Information below:
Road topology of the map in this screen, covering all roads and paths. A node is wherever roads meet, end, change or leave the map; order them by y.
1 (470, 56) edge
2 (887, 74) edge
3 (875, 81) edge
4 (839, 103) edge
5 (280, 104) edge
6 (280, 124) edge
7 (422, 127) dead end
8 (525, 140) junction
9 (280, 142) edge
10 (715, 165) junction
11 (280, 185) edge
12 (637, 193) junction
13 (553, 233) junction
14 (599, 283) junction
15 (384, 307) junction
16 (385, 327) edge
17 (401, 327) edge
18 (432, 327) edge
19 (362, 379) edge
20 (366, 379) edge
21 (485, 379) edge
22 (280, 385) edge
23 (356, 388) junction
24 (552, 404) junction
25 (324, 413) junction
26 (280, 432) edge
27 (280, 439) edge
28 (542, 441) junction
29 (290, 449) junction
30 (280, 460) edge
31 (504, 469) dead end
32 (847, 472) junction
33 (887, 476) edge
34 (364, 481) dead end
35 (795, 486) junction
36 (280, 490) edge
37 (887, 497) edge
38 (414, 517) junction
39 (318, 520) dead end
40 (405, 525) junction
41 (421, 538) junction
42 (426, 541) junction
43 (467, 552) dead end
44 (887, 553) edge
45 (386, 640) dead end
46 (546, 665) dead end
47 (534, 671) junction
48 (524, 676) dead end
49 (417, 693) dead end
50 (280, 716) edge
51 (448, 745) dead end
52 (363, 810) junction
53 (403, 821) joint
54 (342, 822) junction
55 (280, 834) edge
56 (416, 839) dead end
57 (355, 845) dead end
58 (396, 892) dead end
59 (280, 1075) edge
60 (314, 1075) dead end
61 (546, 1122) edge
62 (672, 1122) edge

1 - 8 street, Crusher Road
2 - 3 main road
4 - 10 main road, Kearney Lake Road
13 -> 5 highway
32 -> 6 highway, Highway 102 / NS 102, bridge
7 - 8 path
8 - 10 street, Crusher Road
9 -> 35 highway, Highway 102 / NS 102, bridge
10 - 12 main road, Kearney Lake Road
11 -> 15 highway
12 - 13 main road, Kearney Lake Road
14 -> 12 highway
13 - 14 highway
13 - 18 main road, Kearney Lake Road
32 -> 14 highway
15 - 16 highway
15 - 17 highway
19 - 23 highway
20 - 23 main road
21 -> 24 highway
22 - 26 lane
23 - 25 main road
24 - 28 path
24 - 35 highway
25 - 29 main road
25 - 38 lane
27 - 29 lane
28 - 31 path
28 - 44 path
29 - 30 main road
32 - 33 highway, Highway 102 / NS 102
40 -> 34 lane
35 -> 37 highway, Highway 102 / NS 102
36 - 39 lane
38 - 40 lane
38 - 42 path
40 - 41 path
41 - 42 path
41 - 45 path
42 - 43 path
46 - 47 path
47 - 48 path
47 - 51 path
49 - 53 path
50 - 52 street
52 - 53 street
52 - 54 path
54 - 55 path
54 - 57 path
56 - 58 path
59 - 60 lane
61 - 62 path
End of Information.
Exercise aim: Exactly as they appear, restate all of the entries.

Output of the task:
Road topology of the map in this screen, covering all roads and paths. A node is wherever roads meet, end, change or leave the map; order them by y.
1 (470, 56) edge
2 (887, 74) edge
3 (875, 81) edge
4 (839, 103) edge
5 (280, 104) edge
6 (280, 124) edge
7 (422, 127) dead end
8 (525, 140) junction
9 (280, 142) edge
10 (715, 165) junction
11 (280, 185) edge
12 (637, 193) junction
13 (553, 233) junction
14 (599, 283) junction
15 (384, 307) junction
16 (385, 327) edge
17 (401, 327) edge
18 (432, 327) edge
19 (362, 379) edge
20 (366, 379) edge
21 (485, 379) edge
22 (280, 385) edge
23 (356, 388) junction
24 (552, 404) junction
25 (324, 413) junction
26 (280, 432) edge
27 (280, 439) edge
28 (542, 441) junction
29 (290, 449) junction
30 (280, 460) edge
31 (504, 469) dead end
32 (847, 472) junction
33 (887, 476) edge
34 (364, 481) dead end
35 (795, 486) junction
36 (280, 490) edge
37 (887, 497) edge
38 (414, 517) junction
39 (318, 520) dead end
40 (405, 525) junction
41 (421, 538) junction
42 (426, 541) junction
43 (467, 552) dead end
44 (887, 553) edge
45 (386, 640) dead end
46 (546, 665) dead end
47 (534, 671) junction
48 (524, 676) dead end
49 (417, 693) dead end
50 (280, 716) edge
51 (448, 745) dead end
52 (363, 810) junction
53 (403, 821) joint
54 (342, 822) junction
55 (280, 834) edge
56 (416, 839) dead end
57 (355, 845) dead end
58 (396, 892) dead end
59 (280, 1075) edge
60 (314, 1075) dead end
61 (546, 1122) edge
62 (672, 1122) edge

1 - 8 street, Crusher Road
2 - 3 main road
4 - 10 main road, Kearney Lake Road
13 -> 5 highway
32 -> 6 highway, Highway 102 / NS 102, bridge
7 - 8 path
8 - 10 street, Crusher Road
9 -> 35 highway, Highway 102 / NS 102, bridge
10 - 12 main road, Kearney Lake Road
11 -> 15 highway
12 - 13 main road, Kearney Lake Road
14 -> 12 highway
13 - 14 highway
13 - 18 main road, Kearney Lake Road
32 -> 14 highway
15 - 16 highway
15 - 17 highway
19 - 23 highway
20 - 23 main road
21 -> 24 highway
22 - 26 lane
23 - 25 main road
24 - 28 path
24 - 35 highway
25 - 29 main road
25 - 38 lane
27 - 29 lane
28 - 31 path
28 - 44 path
29 - 30 main road
32 - 33 highway, Highway 102 / NS 102
40 -> 34 lane
35 -> 37 highway, Highway 102 / NS 102
36 - 39 lane
38 - 40 lane
38 - 42 path
40 - 41 path
41 - 42 path
41 - 45 path
42 - 43 path
46 - 47 path
47 - 48 path
47 - 51 path
49 - 53 path
50 - 52 street
52 - 53 street
52 - 54 path
54 - 55 path
54 - 57 path
56 - 58 path
59 - 60 lane
61 - 62 path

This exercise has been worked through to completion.